Records excerpted from a collection
--
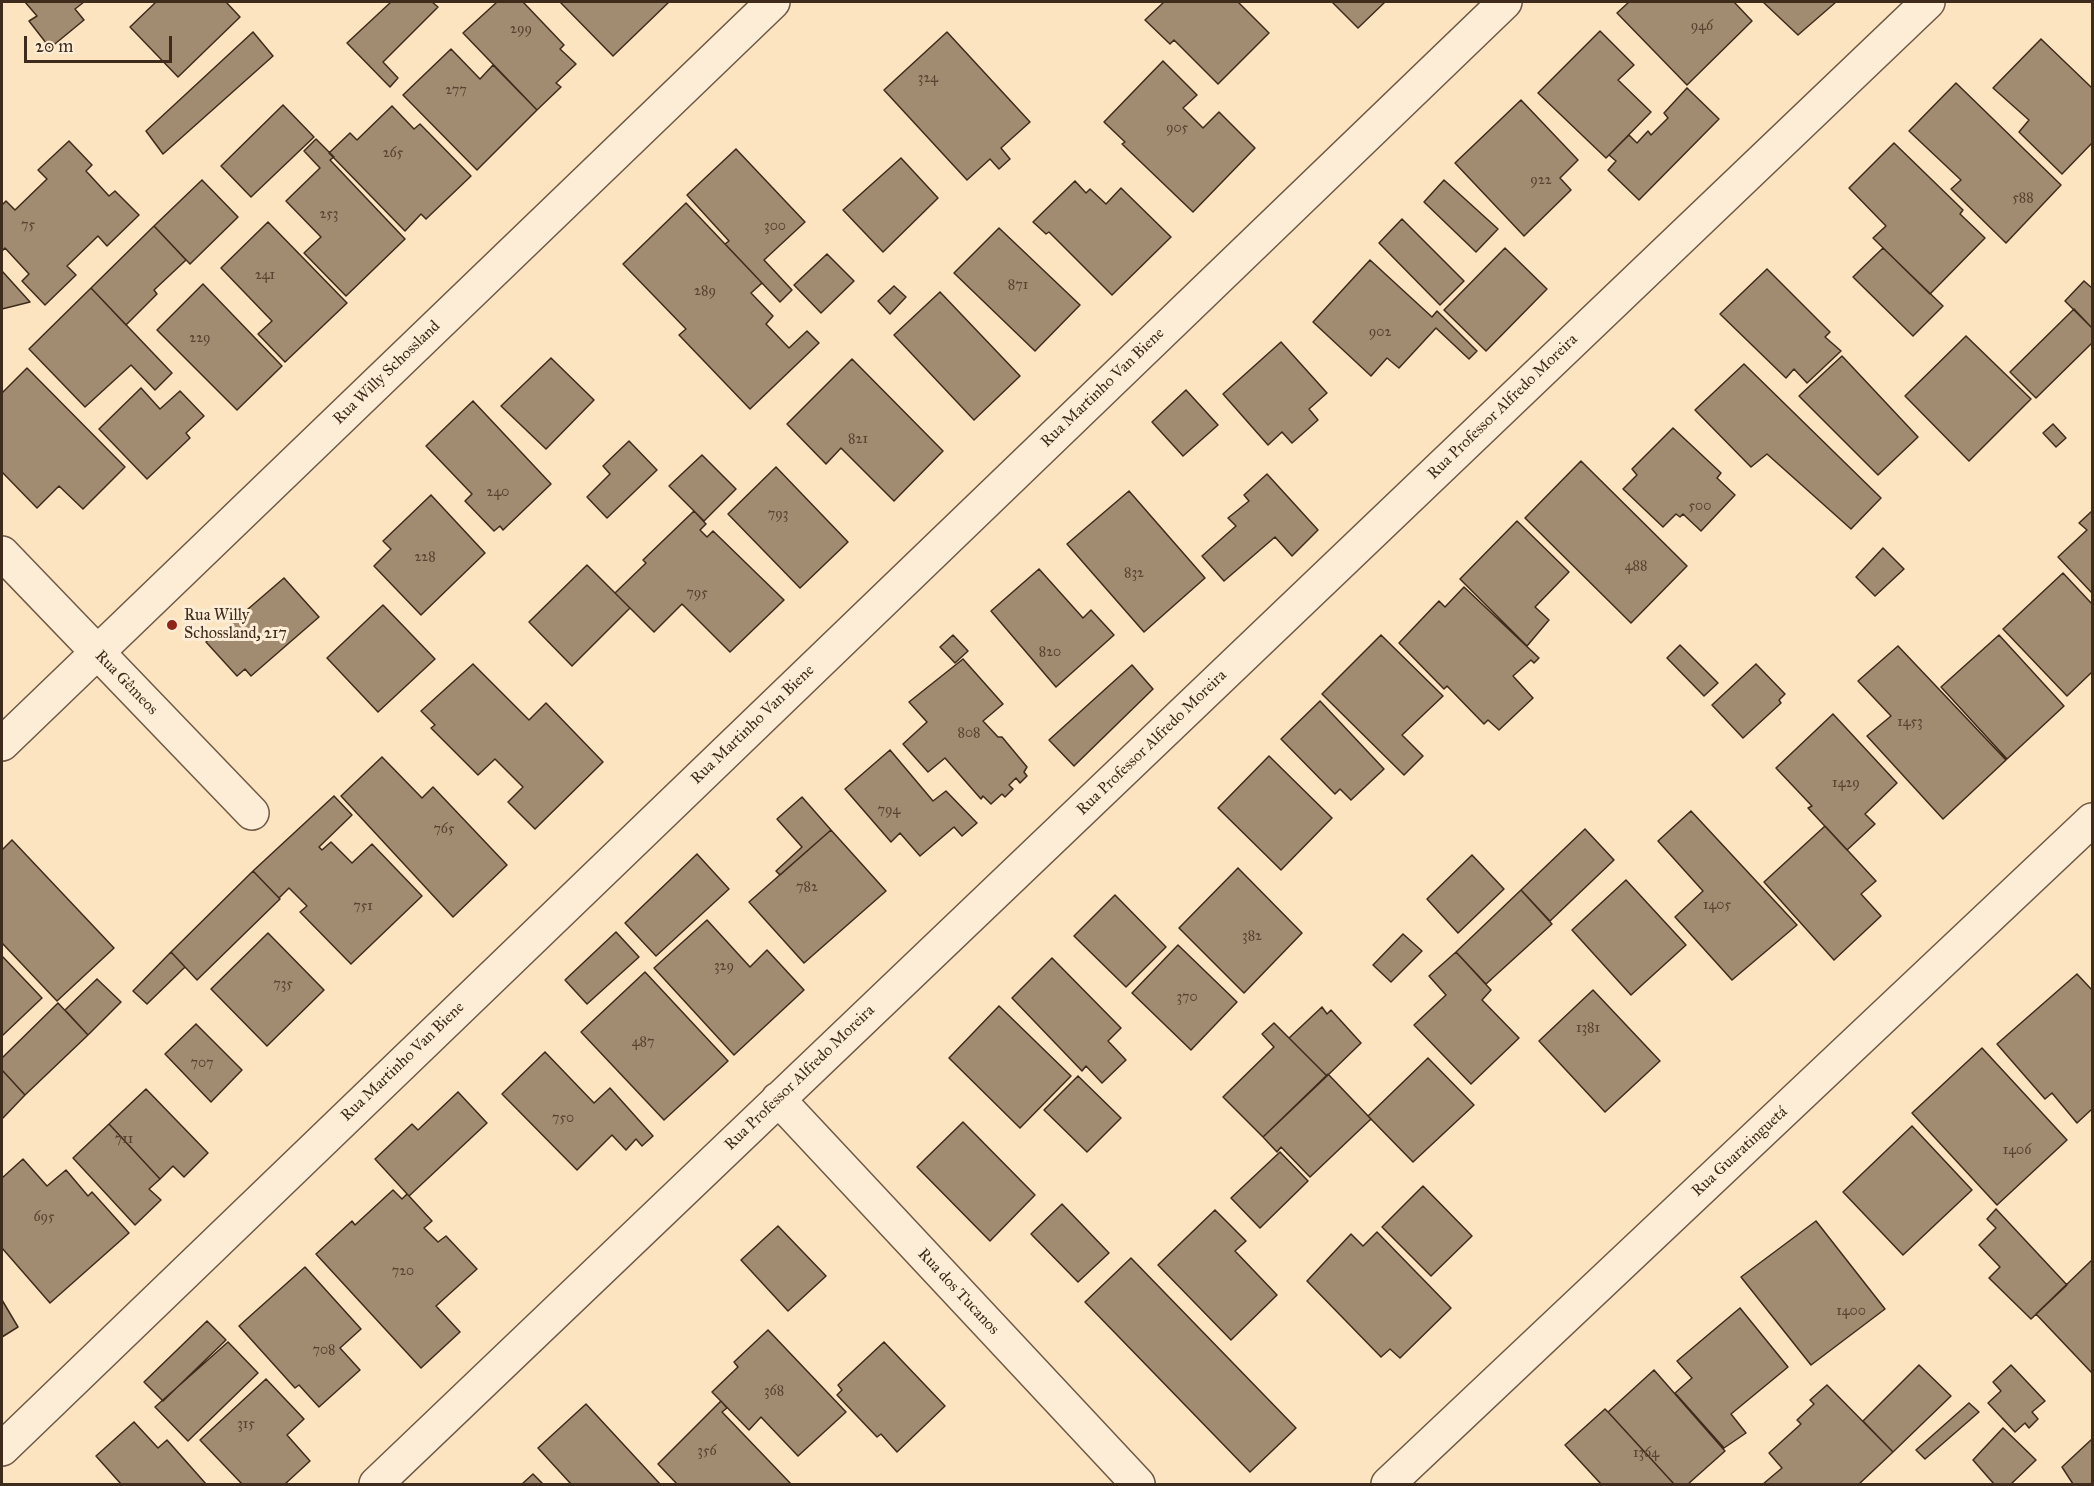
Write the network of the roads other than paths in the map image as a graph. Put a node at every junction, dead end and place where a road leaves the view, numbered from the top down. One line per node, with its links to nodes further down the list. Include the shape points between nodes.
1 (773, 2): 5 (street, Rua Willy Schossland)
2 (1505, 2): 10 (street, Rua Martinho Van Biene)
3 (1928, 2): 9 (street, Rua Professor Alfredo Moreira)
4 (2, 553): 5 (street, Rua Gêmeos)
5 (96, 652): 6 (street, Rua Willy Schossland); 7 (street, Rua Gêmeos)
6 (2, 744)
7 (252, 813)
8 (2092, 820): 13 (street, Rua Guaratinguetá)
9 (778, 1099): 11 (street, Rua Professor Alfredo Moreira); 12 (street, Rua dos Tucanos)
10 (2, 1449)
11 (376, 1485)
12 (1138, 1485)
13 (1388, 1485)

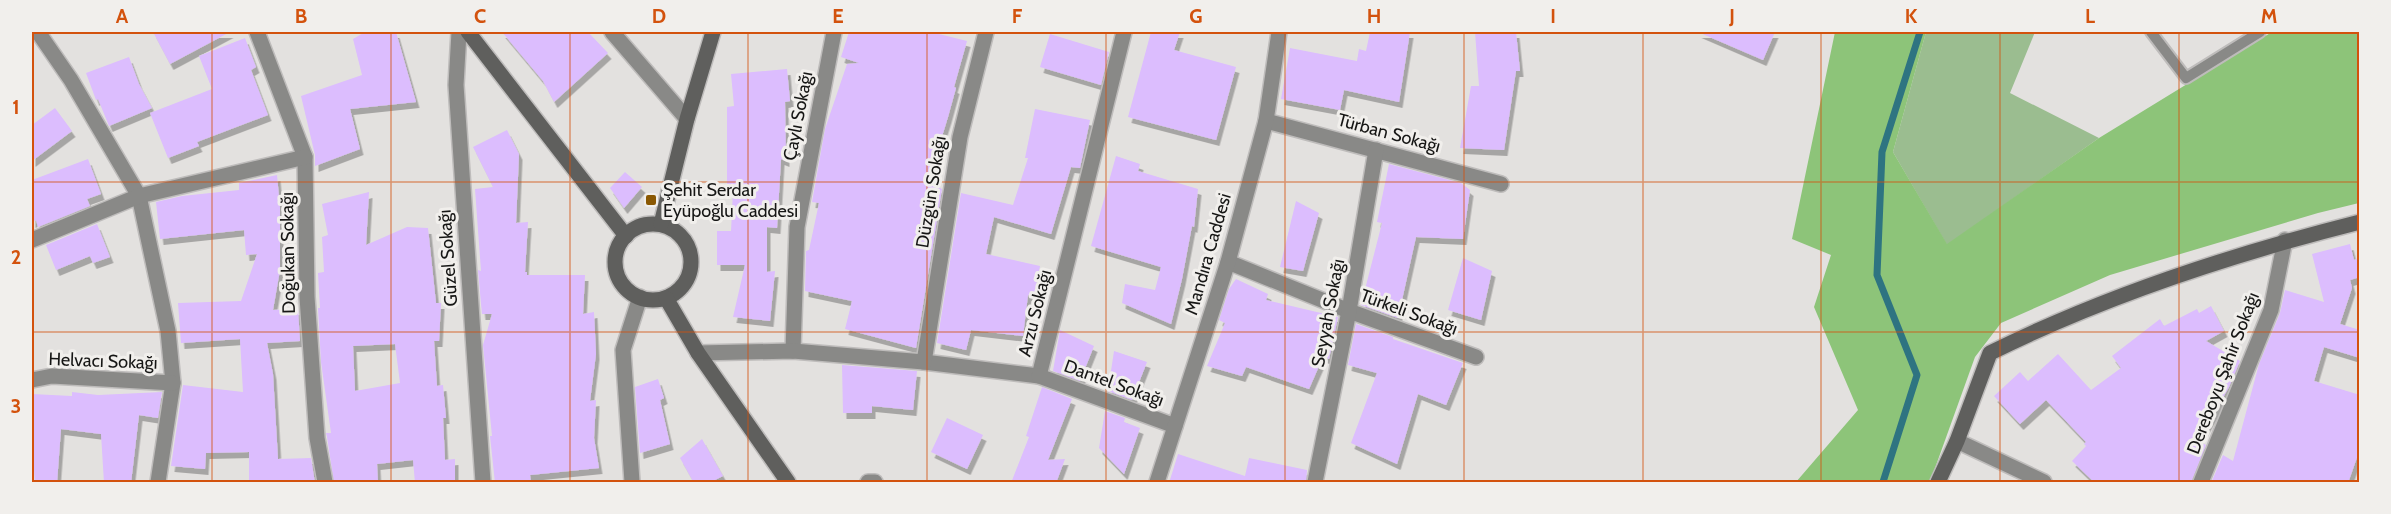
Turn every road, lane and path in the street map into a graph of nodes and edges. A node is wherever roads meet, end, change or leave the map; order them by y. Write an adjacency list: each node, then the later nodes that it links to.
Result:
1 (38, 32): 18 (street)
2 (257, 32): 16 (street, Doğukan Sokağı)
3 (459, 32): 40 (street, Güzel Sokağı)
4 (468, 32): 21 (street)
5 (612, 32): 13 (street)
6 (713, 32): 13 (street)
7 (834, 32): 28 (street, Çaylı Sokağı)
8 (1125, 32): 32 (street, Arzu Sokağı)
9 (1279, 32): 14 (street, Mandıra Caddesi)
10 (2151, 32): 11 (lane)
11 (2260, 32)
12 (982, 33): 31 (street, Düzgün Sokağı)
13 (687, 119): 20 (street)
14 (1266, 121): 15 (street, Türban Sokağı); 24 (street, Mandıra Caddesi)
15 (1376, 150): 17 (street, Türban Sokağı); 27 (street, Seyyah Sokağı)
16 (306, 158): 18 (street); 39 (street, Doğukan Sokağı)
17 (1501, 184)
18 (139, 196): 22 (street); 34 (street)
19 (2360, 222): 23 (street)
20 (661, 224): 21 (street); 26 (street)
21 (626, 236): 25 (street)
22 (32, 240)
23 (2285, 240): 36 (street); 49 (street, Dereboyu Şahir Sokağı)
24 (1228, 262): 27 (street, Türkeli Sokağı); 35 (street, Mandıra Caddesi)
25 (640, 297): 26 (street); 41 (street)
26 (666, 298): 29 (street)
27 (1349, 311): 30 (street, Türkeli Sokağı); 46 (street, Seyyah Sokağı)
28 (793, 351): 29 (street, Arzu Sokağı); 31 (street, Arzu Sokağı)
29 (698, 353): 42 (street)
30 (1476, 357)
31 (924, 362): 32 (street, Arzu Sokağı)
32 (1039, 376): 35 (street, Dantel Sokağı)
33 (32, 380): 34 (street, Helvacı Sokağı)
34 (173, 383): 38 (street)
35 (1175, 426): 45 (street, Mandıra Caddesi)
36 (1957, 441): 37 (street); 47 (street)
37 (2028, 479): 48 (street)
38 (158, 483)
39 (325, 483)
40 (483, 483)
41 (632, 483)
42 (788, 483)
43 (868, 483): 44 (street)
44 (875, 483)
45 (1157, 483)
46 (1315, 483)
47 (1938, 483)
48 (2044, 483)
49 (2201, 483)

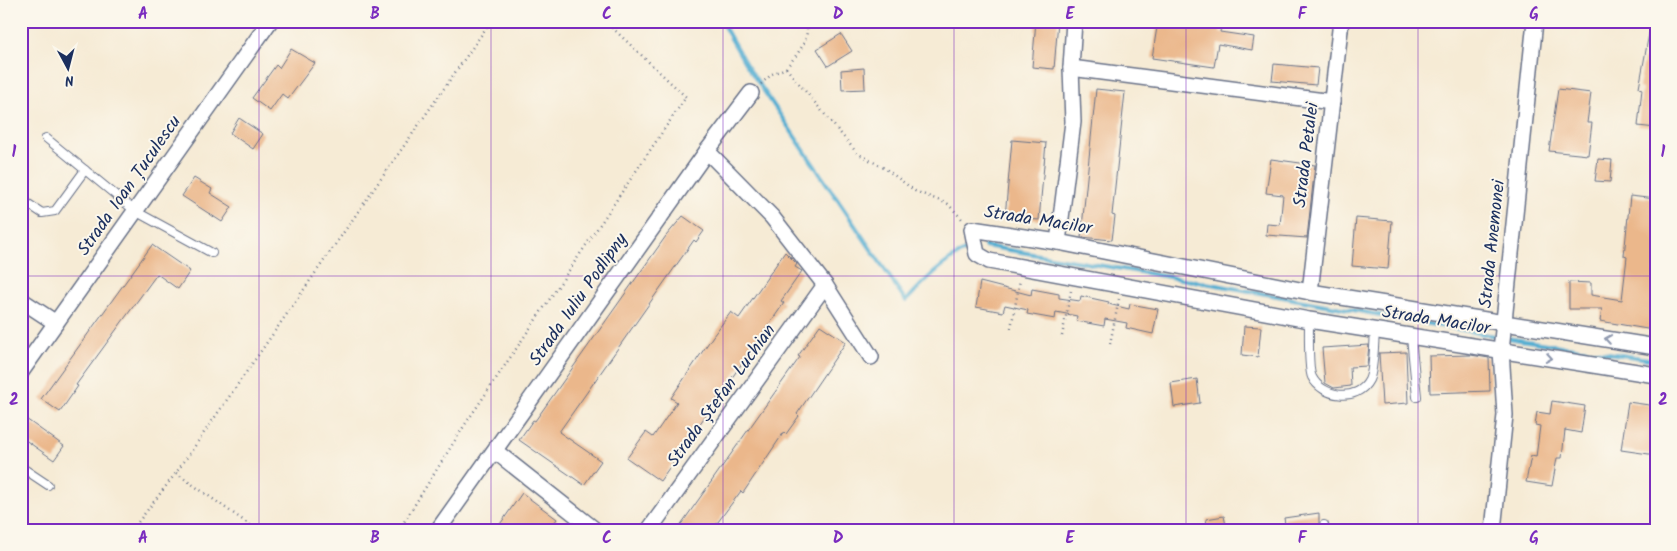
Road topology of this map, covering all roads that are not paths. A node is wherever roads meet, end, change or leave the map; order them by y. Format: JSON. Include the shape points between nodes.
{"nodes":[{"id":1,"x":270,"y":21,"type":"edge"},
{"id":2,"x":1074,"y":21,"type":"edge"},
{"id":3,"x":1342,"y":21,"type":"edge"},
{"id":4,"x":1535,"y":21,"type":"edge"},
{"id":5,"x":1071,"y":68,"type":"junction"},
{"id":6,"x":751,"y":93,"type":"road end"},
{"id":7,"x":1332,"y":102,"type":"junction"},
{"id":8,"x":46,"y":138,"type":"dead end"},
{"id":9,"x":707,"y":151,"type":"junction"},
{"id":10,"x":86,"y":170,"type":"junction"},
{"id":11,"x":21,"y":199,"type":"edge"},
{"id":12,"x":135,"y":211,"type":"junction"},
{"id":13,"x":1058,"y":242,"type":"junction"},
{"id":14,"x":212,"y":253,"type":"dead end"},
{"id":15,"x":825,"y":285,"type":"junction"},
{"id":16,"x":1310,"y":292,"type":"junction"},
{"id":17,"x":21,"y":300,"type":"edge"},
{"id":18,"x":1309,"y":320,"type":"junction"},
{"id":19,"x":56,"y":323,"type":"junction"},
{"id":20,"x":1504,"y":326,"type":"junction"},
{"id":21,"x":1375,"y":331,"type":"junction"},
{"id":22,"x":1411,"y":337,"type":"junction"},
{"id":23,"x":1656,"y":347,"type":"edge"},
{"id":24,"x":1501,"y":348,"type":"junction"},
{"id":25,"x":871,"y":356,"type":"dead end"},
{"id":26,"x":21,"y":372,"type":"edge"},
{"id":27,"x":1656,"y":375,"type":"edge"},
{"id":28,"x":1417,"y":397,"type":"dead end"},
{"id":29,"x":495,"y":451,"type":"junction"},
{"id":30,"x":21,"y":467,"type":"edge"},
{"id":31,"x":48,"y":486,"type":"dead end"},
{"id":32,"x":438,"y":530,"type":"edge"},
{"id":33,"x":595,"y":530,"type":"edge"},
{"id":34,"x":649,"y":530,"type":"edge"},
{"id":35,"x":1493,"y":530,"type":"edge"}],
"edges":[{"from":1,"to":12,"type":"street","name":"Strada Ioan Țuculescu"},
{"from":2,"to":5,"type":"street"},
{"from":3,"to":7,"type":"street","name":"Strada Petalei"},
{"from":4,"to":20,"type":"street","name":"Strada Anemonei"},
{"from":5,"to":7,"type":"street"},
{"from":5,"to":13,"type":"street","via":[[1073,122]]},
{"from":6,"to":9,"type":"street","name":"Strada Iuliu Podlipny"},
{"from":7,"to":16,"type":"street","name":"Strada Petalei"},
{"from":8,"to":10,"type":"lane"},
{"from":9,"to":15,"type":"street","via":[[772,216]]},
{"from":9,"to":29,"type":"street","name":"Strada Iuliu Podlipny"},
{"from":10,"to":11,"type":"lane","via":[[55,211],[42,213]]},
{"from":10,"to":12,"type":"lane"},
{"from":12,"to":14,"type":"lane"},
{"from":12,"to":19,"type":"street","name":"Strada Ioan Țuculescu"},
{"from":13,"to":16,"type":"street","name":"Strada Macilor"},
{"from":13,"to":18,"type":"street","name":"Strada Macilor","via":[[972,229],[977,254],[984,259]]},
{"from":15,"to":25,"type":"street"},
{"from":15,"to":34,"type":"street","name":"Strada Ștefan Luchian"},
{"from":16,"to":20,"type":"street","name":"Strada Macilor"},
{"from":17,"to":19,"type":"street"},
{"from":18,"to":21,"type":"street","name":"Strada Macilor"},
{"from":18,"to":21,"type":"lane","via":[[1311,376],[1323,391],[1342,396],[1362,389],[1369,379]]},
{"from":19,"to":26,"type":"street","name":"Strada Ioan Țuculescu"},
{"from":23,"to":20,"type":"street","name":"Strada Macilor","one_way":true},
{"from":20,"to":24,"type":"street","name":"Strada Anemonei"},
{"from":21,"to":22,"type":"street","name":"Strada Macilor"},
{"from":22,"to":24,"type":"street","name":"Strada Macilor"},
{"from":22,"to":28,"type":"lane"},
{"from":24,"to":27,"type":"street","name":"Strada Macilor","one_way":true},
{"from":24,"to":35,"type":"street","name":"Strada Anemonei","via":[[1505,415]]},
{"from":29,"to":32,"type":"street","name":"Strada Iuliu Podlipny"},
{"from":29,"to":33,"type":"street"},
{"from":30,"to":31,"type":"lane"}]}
--
### [TASK OBJECTIVE]
Within the records, filter for lines that contain the word "points" and show each one.

### [SOLUTION TO THIS EXERCISE]
Write the network of the roads other than paths in the map image as a graph. Put a node at every junction, dead end and place where a road leaves the view, numbered from the top down. One line per node, with its links to nodes further down the list. Include the shape points between nodes.
Road topology of this map, covering all roads that are not paths. A node is wherever roads meet, end, change or leave the map; order them by y. Format: JSON. Include the shape points between nodes.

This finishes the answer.